Get them to nap any which way you can at the first sleepy sign. This could in a carrier or a pram. It is OK to do what works and soon the naps will even out.
Between 6 and 8 months babies take 2-3 naps per day – a morning nap, an afternoon nap and a mini late afternoon nap. Between 9 and 12 months, babies drop this mini nap, the morning nap shortens and the afternoon nap gets longer. This nap begins approximately two – three hours after the morning nap.
13-18 months is a tricky time not just for mums but also the children. It is around this time they transition from two naps to one. But before we start the transition we need to look for the following signs-
- a) Does the child sleep 11 hours of uninterrupted sleep at night
- b) Does he take longer to fall asleep for his morning nap
- c) Or does he sleep longer in the morning and take a long time to fall asleep in the afternoon or refuses the afternoon nap altogether.
These signs are an indication that your child is ready to consolidate his naps. To help him make this transition we start to push the morning nap a little later. Like for instance pushing it till 11 for few days and then 11:30 then noon and so on, with the aim to having them asleep by 12:30 or 1:00. And importantly bring the bedtime closer to 7 pm to make it easy for him.

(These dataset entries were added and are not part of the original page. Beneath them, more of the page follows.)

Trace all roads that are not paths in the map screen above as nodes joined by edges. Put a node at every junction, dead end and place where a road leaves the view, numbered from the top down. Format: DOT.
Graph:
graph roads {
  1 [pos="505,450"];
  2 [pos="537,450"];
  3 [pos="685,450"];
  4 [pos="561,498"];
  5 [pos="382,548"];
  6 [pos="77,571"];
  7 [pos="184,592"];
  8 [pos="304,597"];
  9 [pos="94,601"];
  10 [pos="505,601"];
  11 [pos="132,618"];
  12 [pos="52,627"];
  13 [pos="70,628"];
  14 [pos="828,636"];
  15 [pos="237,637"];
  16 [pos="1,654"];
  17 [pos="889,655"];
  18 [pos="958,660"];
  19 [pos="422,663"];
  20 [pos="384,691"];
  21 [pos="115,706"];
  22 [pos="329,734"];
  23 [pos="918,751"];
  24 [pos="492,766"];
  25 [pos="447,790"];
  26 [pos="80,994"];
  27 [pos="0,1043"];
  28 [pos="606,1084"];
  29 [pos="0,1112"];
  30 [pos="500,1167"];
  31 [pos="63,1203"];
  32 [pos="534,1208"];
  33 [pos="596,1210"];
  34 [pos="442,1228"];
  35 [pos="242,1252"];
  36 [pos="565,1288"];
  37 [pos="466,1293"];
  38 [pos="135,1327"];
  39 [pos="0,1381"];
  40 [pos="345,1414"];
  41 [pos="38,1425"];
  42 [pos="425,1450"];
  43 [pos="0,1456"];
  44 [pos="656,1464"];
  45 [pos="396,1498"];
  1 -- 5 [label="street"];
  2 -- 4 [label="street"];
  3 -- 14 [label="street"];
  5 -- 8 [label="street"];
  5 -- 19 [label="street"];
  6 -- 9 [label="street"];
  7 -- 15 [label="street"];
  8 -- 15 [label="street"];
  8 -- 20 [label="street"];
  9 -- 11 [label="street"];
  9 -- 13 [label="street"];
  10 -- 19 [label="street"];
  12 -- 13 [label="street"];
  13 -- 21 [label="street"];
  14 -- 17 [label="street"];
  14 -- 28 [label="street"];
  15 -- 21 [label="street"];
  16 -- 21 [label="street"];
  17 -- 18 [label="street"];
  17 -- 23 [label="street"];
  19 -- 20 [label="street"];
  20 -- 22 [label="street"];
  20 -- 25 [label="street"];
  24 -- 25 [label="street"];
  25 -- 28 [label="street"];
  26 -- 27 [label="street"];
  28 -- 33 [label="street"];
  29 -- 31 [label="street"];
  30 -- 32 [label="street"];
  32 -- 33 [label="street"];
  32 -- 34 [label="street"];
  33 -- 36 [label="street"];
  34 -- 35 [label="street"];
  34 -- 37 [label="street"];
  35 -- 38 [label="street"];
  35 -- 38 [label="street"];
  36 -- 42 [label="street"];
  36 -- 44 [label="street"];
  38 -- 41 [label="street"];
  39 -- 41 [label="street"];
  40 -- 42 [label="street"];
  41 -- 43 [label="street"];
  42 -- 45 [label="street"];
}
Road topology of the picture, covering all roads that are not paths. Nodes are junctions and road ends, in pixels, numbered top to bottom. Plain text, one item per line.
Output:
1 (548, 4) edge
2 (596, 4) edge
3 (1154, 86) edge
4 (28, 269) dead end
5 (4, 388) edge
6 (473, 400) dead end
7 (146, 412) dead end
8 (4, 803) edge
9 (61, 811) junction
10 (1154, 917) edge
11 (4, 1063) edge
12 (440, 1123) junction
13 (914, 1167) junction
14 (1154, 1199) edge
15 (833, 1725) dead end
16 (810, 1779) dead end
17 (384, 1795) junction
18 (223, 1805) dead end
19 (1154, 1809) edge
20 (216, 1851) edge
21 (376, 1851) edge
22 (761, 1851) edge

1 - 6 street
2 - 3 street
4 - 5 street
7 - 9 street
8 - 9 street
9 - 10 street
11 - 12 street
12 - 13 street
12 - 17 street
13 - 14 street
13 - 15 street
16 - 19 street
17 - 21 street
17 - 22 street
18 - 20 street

This nap pattern will continue till he is ready to drop this nap altogether and move to more of a quiet time, which is anywhere from 3- 4 years.
It is important we time the naps based on his age, observe his sleepy cues and are aware of the window of wakefulness – a fancy way of saying a the length of time a baby can stay awake between sleep times. For instance, an eight month old will be able to stay awake for approximately 2-3 hours which increases as they get older.
Follow their lead and don’t be in a hurry to drop their naps. 95% of children still need some form of daytime sleep till the age of 4 even. They will test our boundaries and nap times will become a regular battleground. It’s fine- have an abbreviated nap routine, create a sleep inducing environment and don’t give up.